As climatic events such as flooding, drought, and other extreme weather become more frequent and severe, HC and other marginalized groups will experience worsening living and working conditions.
Justice to HC
We can’t understand the unequal impacts of environmental hazards like floods without understanding caste-class discrimination. HC face a higher risk of climate-induced stressors and disasters because of economic discrimination based on caste and class. A regional human rights organisation, Forum Asia, reveals that on one hand, climate-induced disasters have been prevalent in Madhesh Province, and on the other, highly relevant climate change projects are found to have been depleting in Nepal with little attention being given to vulnerable groups.
HC are not politically organised and are not economically stable enough to effectively demand their legal rights and push for broader social and environmental justice. HC cannot resist environmental injustice and other forms of discrimination and exploitation; hence for many years ahead, they will continue to suffer disproportionate damage and loss.

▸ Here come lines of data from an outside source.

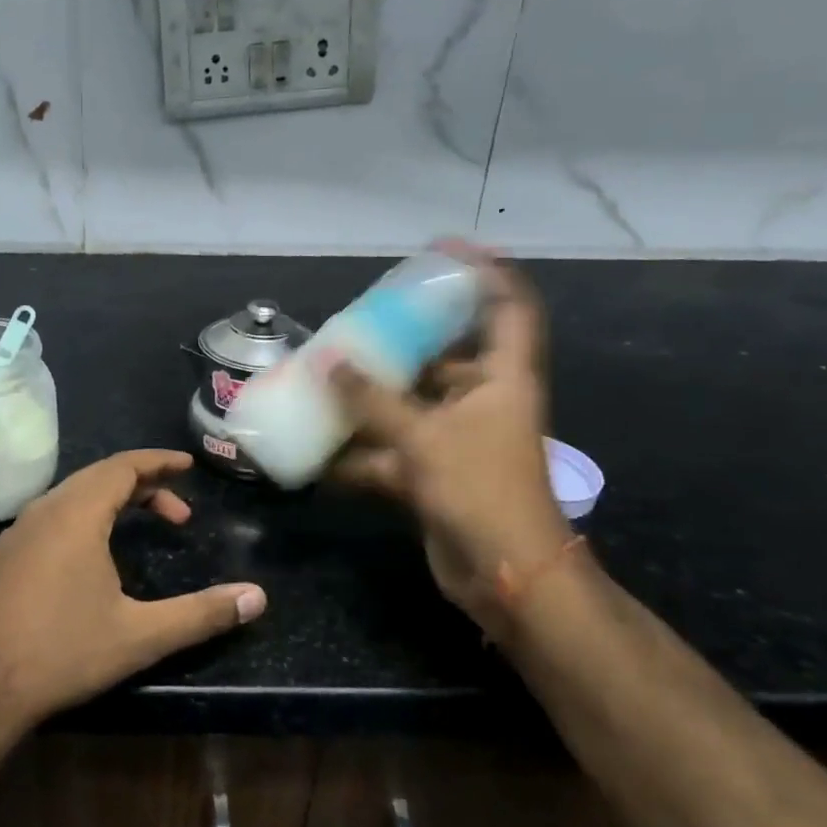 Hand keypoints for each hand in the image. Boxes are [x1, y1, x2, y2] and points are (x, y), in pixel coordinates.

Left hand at [0, 450, 265, 733]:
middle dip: (142, 485)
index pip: (123, 467)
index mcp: (76, 515)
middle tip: (176, 510)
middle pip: (97, 478)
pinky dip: (79, 520)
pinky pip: (46, 520)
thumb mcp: (140, 636)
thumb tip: (258, 598)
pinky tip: (87, 558)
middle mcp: (42, 511)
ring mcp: (13, 534)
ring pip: (69, 498)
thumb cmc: (62, 653)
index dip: (158, 462)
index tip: (187, 465)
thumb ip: (201, 614)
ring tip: (137, 528)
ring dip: (108, 503)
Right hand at [327, 248, 572, 630]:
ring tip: (325, 378)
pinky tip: (318, 452)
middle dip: (402, 342)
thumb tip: (325, 361)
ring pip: (410, 406)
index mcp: (502, 378)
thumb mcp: (423, 436)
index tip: (445, 249)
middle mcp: (483, 401)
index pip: (508, 307)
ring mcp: (458, 439)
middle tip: (359, 323)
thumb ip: (371, 398)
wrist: (505, 576)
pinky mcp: (435, 473)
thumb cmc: (479, 489)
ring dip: (370, 400)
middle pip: (446, 356)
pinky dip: (359, 453)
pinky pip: (392, 450)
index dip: (485, 272) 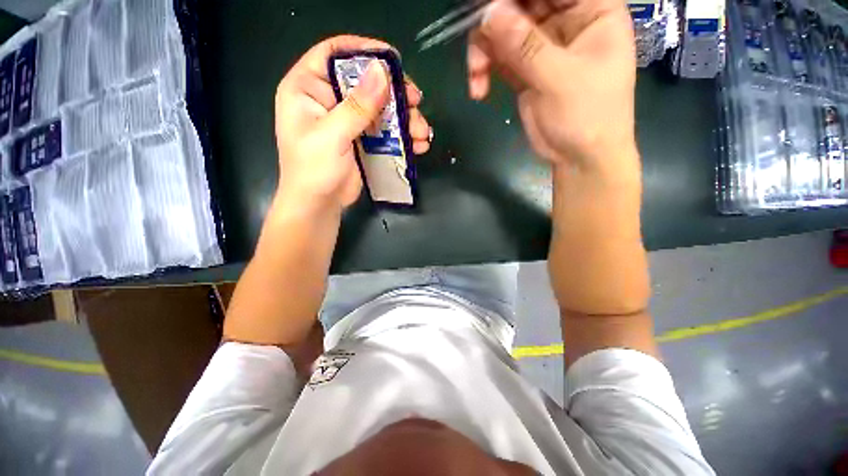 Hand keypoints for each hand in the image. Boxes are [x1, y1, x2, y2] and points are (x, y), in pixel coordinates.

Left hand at [274, 36, 430, 209]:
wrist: (319, 205)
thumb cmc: (313, 170)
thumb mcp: (332, 136)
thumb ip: (357, 106)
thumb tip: (382, 71)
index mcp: (308, 88)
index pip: (334, 54)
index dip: (363, 50)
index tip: (393, 60)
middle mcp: (328, 99)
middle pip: (365, 81)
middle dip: (394, 91)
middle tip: (416, 101)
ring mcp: (348, 121)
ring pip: (380, 108)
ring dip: (405, 118)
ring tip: (423, 132)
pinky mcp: (362, 140)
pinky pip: (385, 130)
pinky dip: (403, 136)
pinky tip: (419, 144)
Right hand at [468, 0, 636, 170]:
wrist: (578, 157)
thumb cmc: (587, 116)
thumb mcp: (559, 79)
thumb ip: (525, 46)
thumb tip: (488, 13)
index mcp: (592, 9)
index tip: (488, 8)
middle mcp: (565, 20)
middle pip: (521, 2)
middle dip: (494, 20)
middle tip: (477, 44)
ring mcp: (541, 45)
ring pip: (503, 29)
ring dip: (483, 51)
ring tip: (476, 76)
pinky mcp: (524, 69)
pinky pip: (497, 57)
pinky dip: (483, 70)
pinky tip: (478, 89) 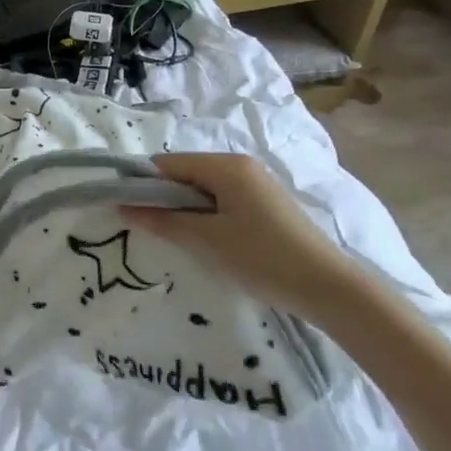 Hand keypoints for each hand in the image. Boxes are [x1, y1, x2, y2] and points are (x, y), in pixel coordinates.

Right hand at [124, 152, 371, 323]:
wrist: (326, 286)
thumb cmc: (261, 257)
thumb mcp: (205, 240)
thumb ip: (162, 221)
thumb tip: (123, 207)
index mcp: (226, 165)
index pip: (167, 164)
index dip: (143, 184)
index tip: (125, 210)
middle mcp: (240, 165)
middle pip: (185, 173)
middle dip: (163, 197)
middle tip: (150, 229)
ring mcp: (255, 183)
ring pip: (202, 188)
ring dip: (184, 209)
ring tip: (177, 238)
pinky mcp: (264, 203)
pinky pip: (221, 199)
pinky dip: (204, 214)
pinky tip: (205, 239) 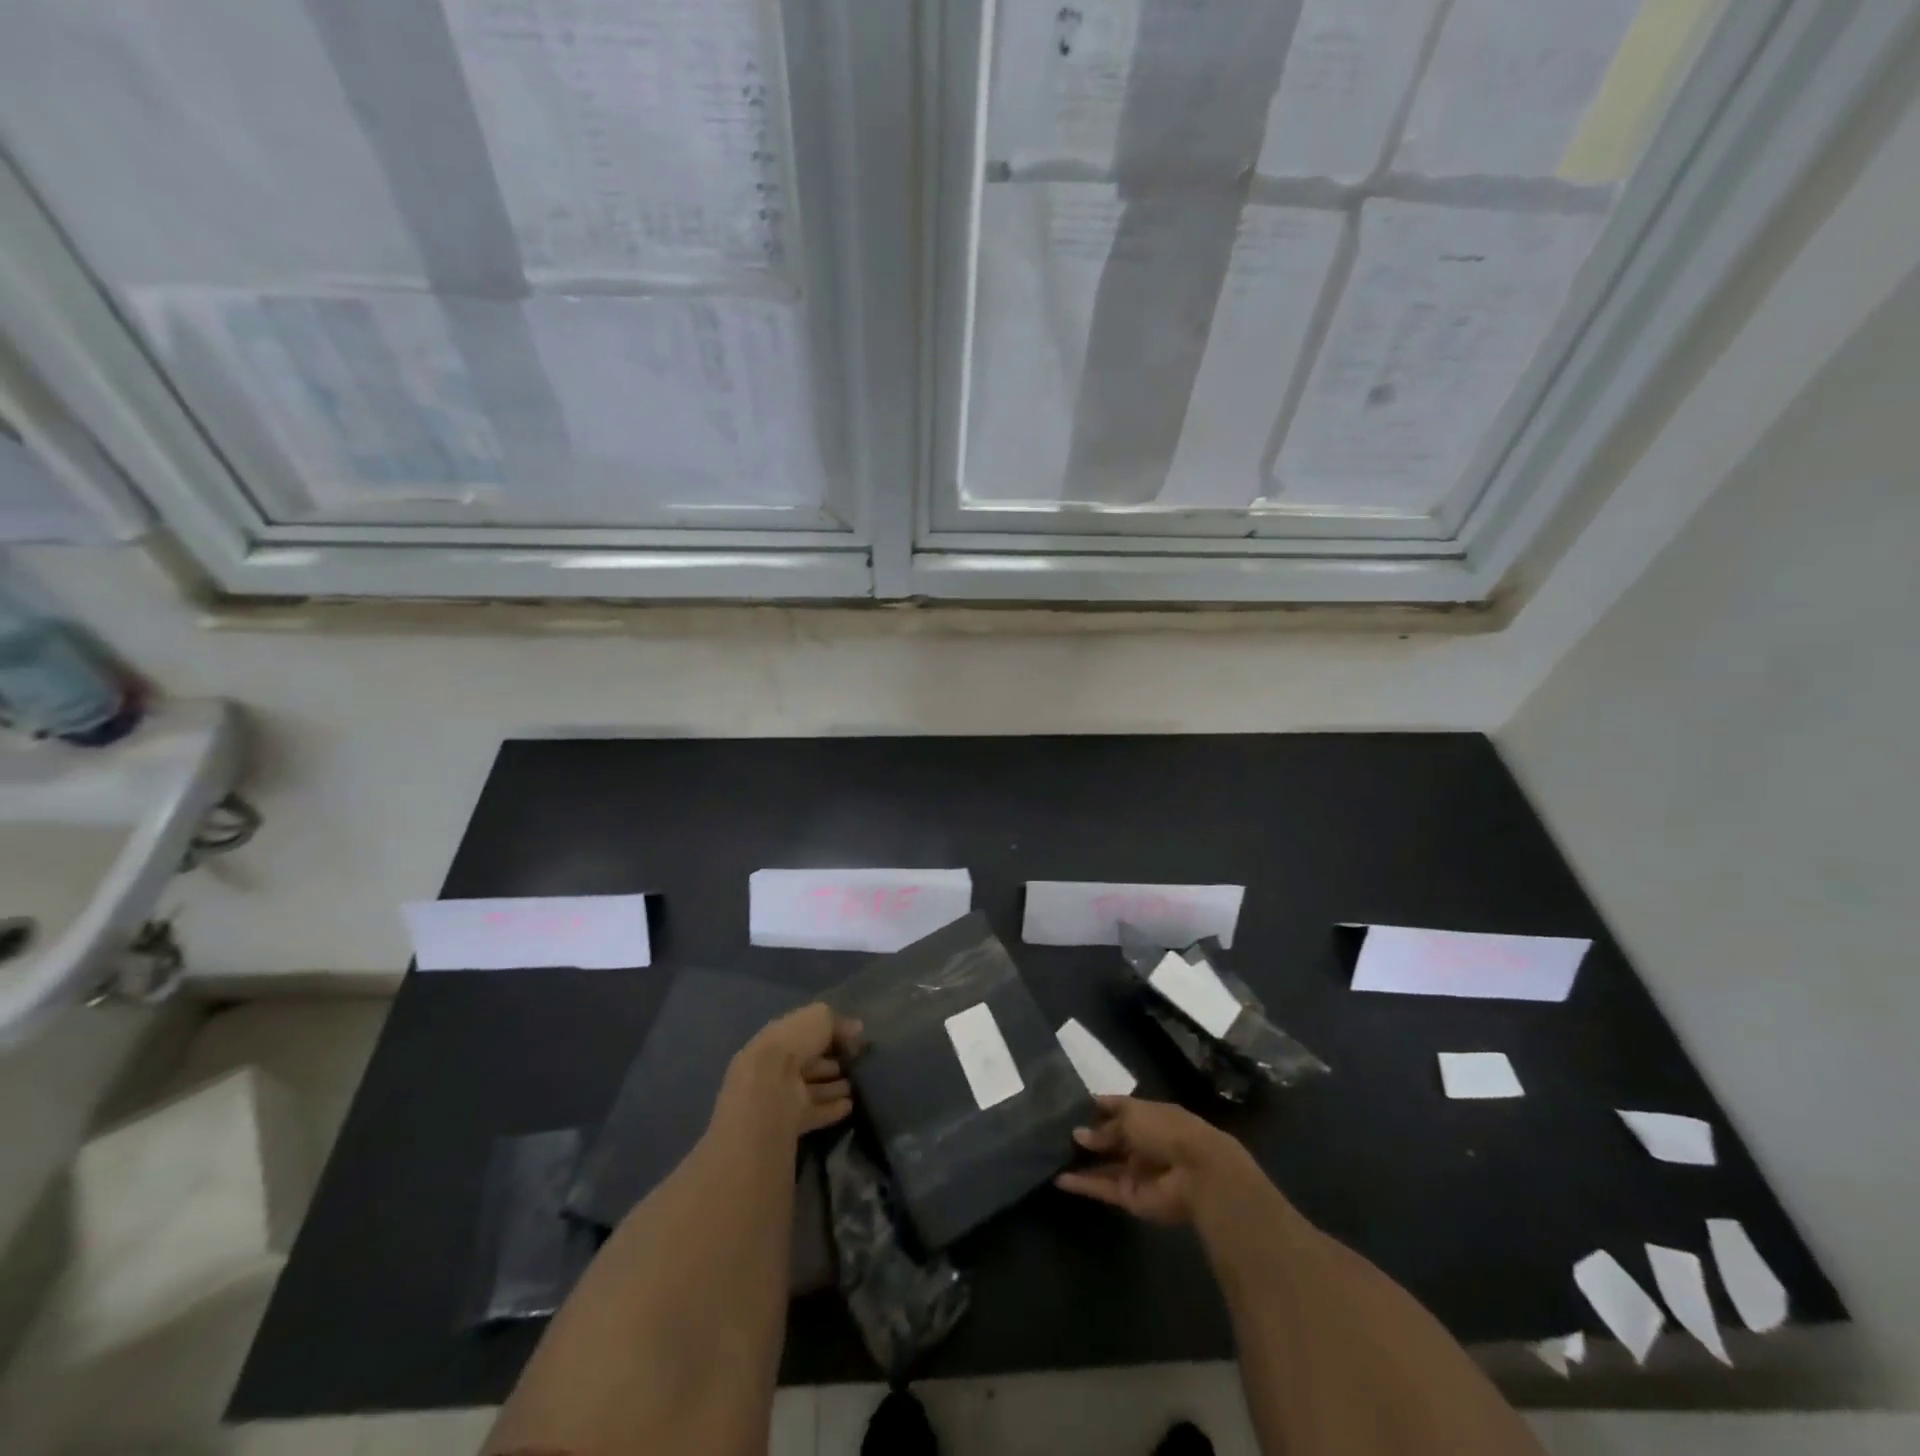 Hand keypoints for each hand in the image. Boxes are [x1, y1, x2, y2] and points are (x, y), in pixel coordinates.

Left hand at [717, 1003, 861, 1139]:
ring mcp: (783, 1095)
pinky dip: (831, 1109)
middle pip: (810, 1065)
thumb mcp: (819, 1018)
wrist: (769, 1090)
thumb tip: (857, 1028)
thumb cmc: (793, 1044)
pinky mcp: (790, 1121)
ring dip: (834, 1088)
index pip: (807, 1035)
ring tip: (858, 1086)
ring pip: (813, 1089)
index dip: (830, 1036)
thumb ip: (838, 1021)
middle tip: (857, 1065)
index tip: (853, 1039)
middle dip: (832, 1064)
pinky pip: (815, 1113)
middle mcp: (779, 1066)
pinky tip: (850, 1106)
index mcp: (780, 1037)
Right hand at [1055, 1096, 1257, 1225]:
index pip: (1115, 1108)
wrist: (1197, 1172)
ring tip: (1050, 1155)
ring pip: (1103, 1165)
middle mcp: (1139, 1141)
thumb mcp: (1131, 1117)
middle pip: (1108, 1139)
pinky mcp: (1130, 1197)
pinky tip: (1058, 1179)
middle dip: (1086, 1136)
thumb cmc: (1166, 1130)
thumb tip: (1078, 1134)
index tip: (1067, 1105)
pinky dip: (1082, 1184)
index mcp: (1145, 1116)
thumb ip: (1104, 1128)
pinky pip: (1102, 1188)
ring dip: (1080, 1161)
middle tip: (1052, 1132)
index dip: (1094, 1107)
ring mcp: (1135, 1170)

The Government of Nepal should recognise the specific needs of HC social and economic positions, and realise that a general framework to address their problems may not work. Policies and implementation strategies must link caste, class, labour, agriculture, and environmental dynamics.
The Constitution of Nepal (2015), the National Land Policy (2019), and some other state policies provide an adequate legal base for eradicating the HC practice. Unfortunately, the government’s unpreparedness to implement those constitutional provisions and policies has not only delayed but obstructed justice for HC. Such barriers to justice will be recorded as a lost opportunity in history.
This article is excerpted from a chapter in the book “Environmental Justice in Nepal: Origins, Struggles and Prospects”.